» Entries supplied:

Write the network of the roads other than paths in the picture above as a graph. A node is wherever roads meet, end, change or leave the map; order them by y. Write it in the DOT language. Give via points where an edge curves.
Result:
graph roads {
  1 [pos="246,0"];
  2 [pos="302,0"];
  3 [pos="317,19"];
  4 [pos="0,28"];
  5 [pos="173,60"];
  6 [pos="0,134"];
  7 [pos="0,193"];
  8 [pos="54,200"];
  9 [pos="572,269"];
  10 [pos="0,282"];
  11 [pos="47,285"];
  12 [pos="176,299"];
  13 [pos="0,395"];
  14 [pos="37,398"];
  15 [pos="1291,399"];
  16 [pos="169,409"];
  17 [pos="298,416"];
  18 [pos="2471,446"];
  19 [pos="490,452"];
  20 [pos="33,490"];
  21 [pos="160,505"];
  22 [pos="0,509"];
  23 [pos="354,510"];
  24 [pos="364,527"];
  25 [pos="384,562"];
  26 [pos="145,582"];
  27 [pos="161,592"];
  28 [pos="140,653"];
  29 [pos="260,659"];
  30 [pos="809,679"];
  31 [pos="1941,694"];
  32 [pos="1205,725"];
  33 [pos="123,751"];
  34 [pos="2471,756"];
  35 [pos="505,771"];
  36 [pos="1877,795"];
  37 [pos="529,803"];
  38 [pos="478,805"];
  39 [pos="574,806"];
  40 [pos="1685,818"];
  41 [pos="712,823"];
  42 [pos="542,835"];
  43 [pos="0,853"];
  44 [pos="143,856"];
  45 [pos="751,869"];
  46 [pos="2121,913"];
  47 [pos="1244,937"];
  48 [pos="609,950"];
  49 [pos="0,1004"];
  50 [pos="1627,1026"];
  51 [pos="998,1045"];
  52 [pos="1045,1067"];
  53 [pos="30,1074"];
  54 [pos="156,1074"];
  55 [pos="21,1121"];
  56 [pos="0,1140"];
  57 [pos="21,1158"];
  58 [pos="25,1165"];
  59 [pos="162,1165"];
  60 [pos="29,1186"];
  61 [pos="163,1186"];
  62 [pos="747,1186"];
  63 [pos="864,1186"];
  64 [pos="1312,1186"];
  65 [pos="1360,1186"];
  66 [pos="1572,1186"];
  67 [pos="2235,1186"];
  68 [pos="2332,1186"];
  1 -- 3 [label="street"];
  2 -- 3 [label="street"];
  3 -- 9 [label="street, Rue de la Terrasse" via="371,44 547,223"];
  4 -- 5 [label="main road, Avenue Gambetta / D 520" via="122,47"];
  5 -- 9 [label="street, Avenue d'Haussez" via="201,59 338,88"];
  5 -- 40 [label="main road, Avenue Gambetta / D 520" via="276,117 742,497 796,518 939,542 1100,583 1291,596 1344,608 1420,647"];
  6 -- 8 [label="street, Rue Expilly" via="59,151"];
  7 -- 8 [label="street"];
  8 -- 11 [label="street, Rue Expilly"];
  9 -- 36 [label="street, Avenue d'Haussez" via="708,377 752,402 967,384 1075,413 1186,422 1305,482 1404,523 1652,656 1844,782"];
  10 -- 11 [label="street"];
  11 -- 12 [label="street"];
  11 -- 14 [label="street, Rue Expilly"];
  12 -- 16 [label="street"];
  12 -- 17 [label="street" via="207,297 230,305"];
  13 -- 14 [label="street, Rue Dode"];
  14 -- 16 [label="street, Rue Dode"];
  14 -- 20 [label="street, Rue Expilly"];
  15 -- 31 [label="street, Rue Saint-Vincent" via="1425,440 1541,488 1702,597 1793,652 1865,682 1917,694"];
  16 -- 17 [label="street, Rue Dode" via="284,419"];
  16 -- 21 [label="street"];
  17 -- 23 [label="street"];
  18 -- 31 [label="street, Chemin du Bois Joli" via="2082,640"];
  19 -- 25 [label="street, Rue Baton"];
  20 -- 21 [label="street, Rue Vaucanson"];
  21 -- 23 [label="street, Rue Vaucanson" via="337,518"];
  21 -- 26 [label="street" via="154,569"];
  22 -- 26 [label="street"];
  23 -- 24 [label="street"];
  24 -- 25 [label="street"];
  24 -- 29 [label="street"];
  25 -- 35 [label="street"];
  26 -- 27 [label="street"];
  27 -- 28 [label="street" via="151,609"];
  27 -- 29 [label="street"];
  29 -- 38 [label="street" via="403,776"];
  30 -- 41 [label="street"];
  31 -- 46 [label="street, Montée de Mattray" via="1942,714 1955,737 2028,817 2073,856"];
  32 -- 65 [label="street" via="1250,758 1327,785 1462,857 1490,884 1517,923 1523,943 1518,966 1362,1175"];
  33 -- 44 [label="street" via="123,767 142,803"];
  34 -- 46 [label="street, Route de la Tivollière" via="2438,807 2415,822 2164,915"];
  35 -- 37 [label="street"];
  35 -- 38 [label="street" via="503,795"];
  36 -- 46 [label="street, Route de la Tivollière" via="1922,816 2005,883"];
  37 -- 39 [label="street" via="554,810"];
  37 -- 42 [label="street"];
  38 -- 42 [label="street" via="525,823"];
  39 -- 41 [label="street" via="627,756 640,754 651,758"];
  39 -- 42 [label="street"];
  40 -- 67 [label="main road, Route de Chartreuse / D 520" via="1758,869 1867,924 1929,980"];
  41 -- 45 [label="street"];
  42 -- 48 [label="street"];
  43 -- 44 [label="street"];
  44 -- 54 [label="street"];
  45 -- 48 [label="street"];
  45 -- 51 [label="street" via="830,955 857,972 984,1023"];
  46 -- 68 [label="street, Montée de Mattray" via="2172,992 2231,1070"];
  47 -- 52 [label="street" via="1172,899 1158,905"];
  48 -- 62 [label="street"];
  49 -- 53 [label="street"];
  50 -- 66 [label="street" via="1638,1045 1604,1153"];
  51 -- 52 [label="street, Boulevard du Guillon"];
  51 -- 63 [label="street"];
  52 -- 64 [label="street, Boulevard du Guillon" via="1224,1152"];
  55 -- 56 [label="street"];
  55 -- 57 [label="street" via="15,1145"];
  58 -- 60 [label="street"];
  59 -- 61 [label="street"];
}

» Your goal:
Lines above with "roads" in them are the ones to copy.

» Exercise response:
Write the network of the roads other than paths in the picture above as a graph. A node is wherever roads meet, end, change or leave the map; order them by y. Write it in the DOT language. Give via points where an edge curves.
graph roads {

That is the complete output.